Sermons from St
Dr Fred Nye, Sunday, 15th April, 2018
As a trainee Reader I had a wonderful tutor called Phillip Cunningham. Phillip was at that time a schoolteacher and Reader, who later became priested – and he had a great gift for bringing theology down to earth. During a teaching session on Easter he asked us students three questions. First question – ‘If most of us don’t see apparitions of the Risen Christ; how do we know he’s alive?’ Second question ‘If tomorrow a team of archaeologists discovered Christ’s bones in Palestine, would it make any difference to your faith?’ And the third – ‘What difference does the Resurrection really make in a world of sin and pain?’
They are good questions, aren’t they? And particularly this weekend that third one, at a time when we have been bombing Syria to try and stop the gassing of children with chemical weapons. The Resurrection of Our Lord is central to the Christian faith, yet is so hard for us to grasp as an event, so difficult for us fully to understand its implications for the here and now.
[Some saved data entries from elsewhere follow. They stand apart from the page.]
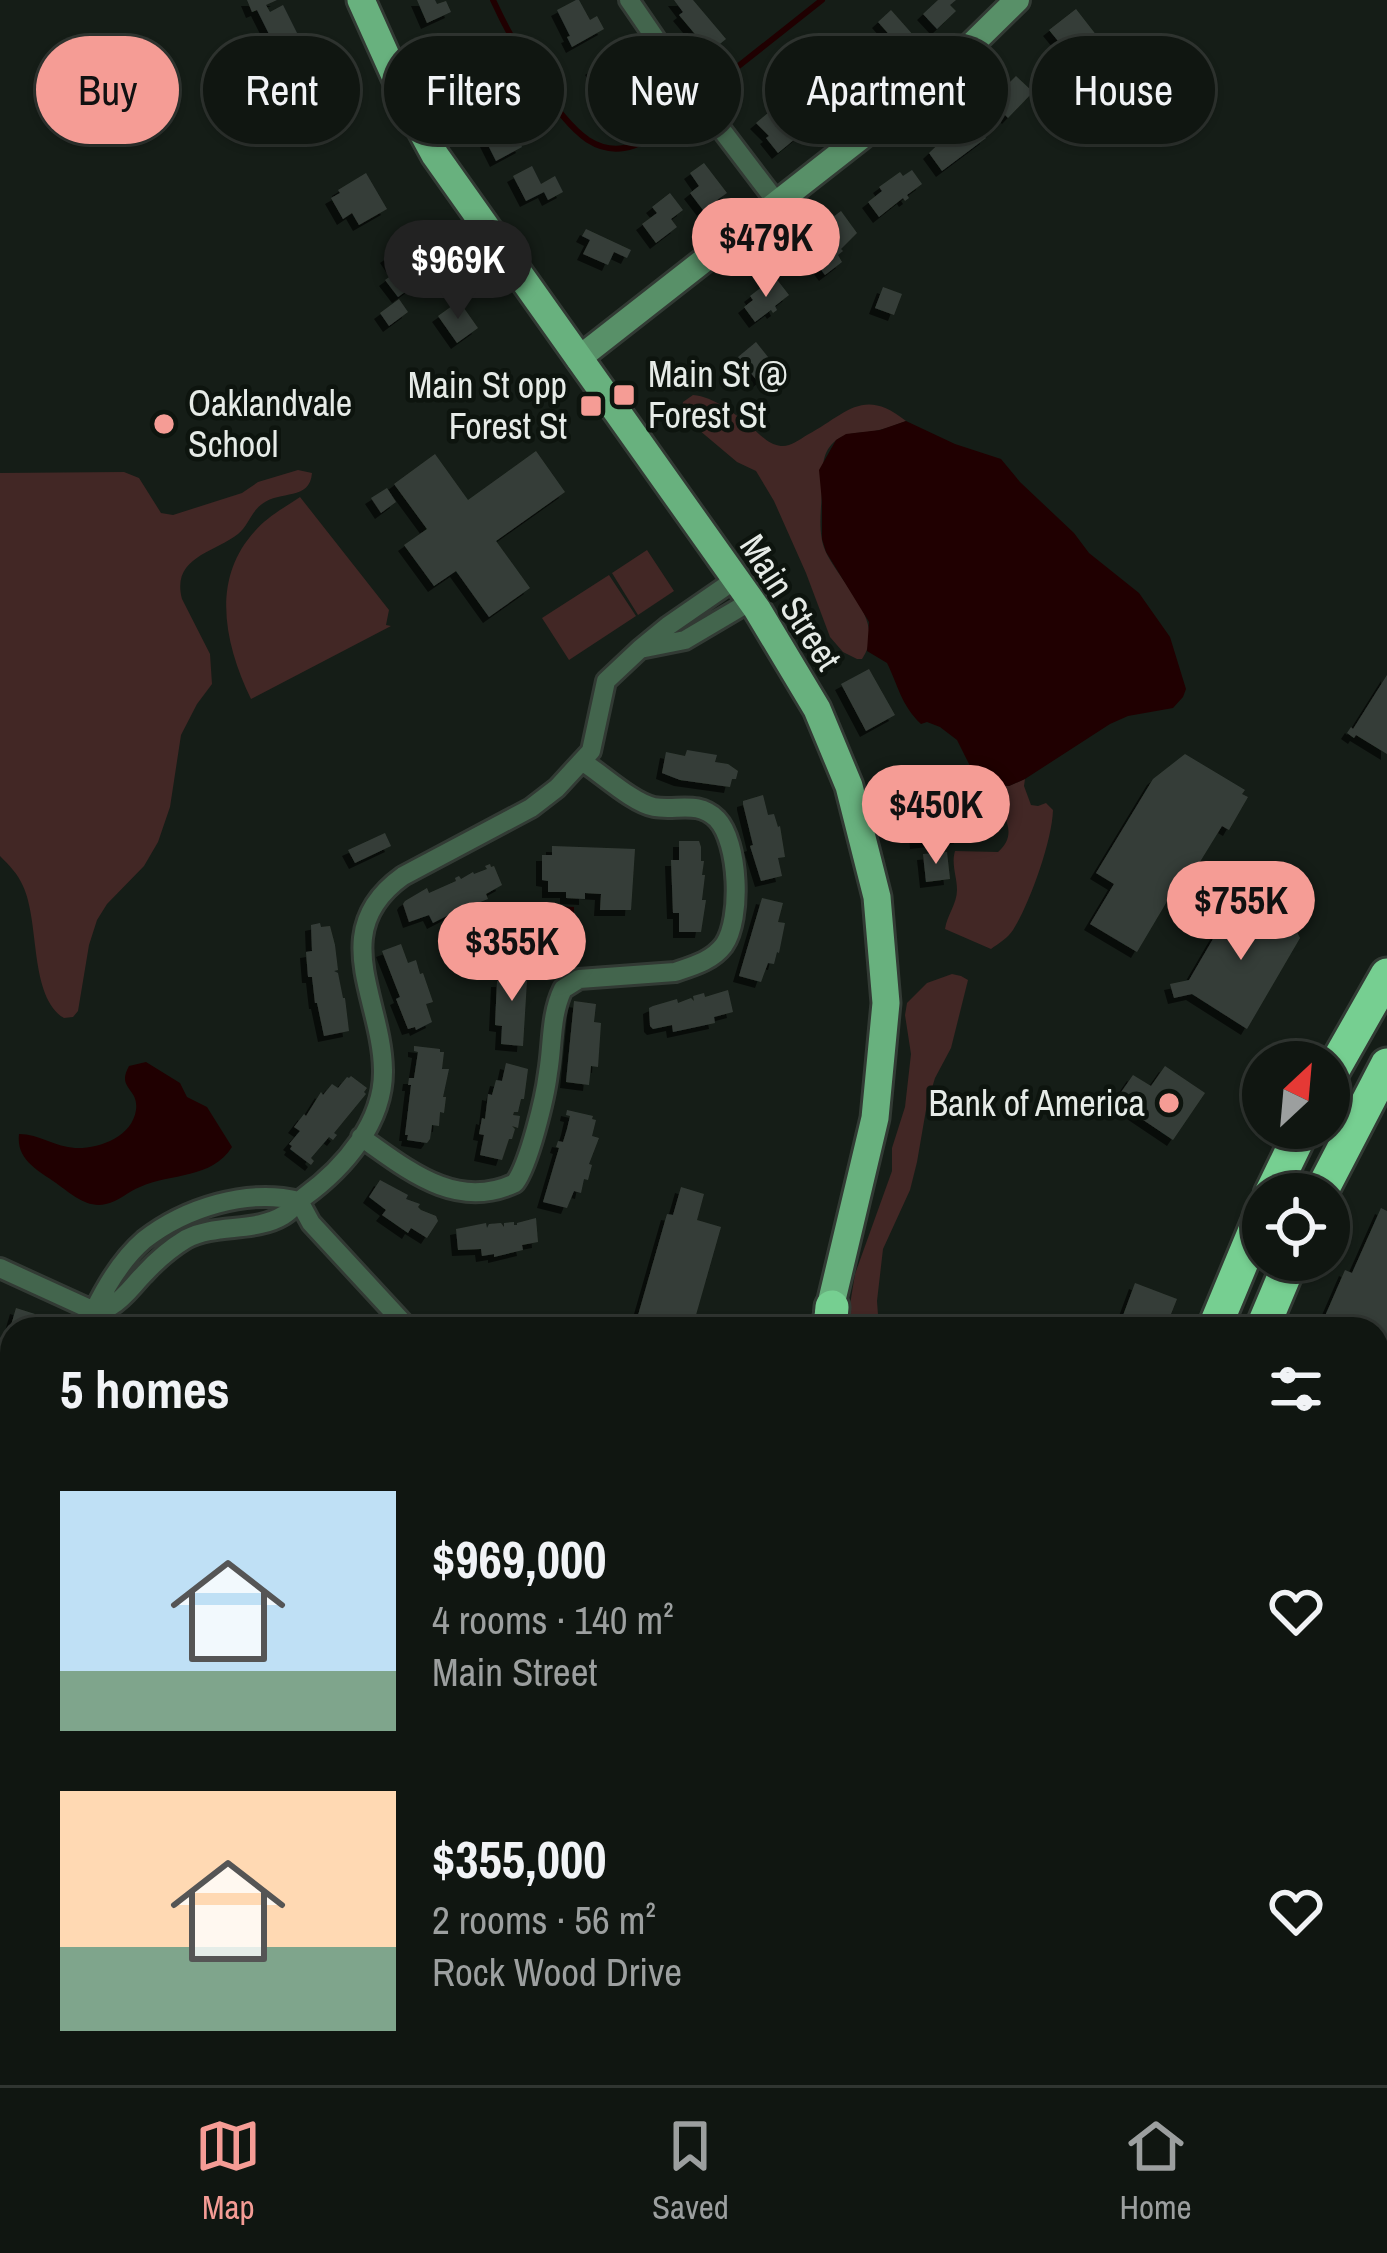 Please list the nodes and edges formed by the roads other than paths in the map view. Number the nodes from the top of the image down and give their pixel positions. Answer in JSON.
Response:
{"nodes":[{"id":1,"x":361,"y":0,"type":"edge"},
{"id":2,"x":629,"y":0,"type":"edge"},
{"id":3,"x":1017,"y":0,"type":"edge"},
{"id":4,"x":778,"y":204,"type":"junction"},
{"id":5,"x":578,"y":359,"type":"junction"},
{"id":6,"x":744,"y":590,"type":"junction"},
{"id":7,"x":584,"y":762,"type":"junction"},
{"id":8,"x":1387,"y":976,"type":"edge"},
{"id":9,"x":1350,"y":1041,"type":"edge"},
{"id":10,"x":1387,"y":1065,"type":"edge"},
{"id":11,"x":362,"y":1137,"type":"junction"},
{"id":12,"x":1331,"y":1173,"type":"edge"},
{"id":13,"x":298,"y":1201,"type":"junction"},
{"id":14,"x":1242,"y":1262,"type":"edge"},
{"id":15,"x":0,"y":1268,"type":"edge"},
{"id":16,"x":1282,"y":1281,"type":"edge"},
{"id":17,"x":86,"y":1317,"type":"edge"},
{"id":18,"x":92,"y":1317,"type":"edge"},
{"id":19,"x":398,"y":1317,"type":"edge"},
{"id":20,"x":830,"y":1317,"type":"edge"},
{"id":21,"x":1219,"y":1317,"type":"edge"},
{"id":22,"x":1267,"y":1317,"type":"edge"}],
"edges":[{"from":1,"to":5,"type":"main road","name":"Main Street"},
{"from":2,"to":4,"type":"street"},
{"from":3,"to":4,"type":"street"},
{"from":4,"to":5,"type":"street"},
{"from":5,"to":6,"type":"main road","name":"Main Street"},
{"from":6,"to":7,"type":"street"},
{"from":6,"to":20,"type":"main road","name":"Main Street"},
{"from":7,"to":11,"type":"street"},
{"from":7,"to":11,"type":"street"},
{"from":8,"to":9,"type":"highway"},
{"from":10,"to":12,"type":"highway"},
{"from":11,"to":13,"type":"street"},
{"from":13,"to":18,"type":"street"},
{"from":13,"to":19,"type":"street"},
{"from":14,"to":21,"type":"highway"},
{"from":15,"to":17,"type":"street"},
{"from":16,"to":22,"type":"highway"}]}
The first disciples found it difficult to grasp as well. When Jesus showed himself to them, after the encounter on the Emmaus road, he came out of the blue - like a visitor from another world - and they hardly recognised him. But he showed them his hands and his feet and asked for something to eat: it was to re-join this world of pain and sorrow and joy that he had shouldered his way out of the tomb. This was not some ghostly apparition, but the risen, still wounded Christ, asking for food not to prove anything, but just because he was hungry. And as usual Jesus taught them, opening their minds to the scriptures, and pointing them forward to Pentecost - to the coming of his Holy Spirit upon the church; in its worship, its fellowship, its mission and its ministry. Perhaps some of those witnesses to the resurrection wanted to hug him, to hold on to him, just as Mary Magdalene had done in the Easter garden. But Jesus was trying to introduce them to a new relationship with him, that would transcend time and space.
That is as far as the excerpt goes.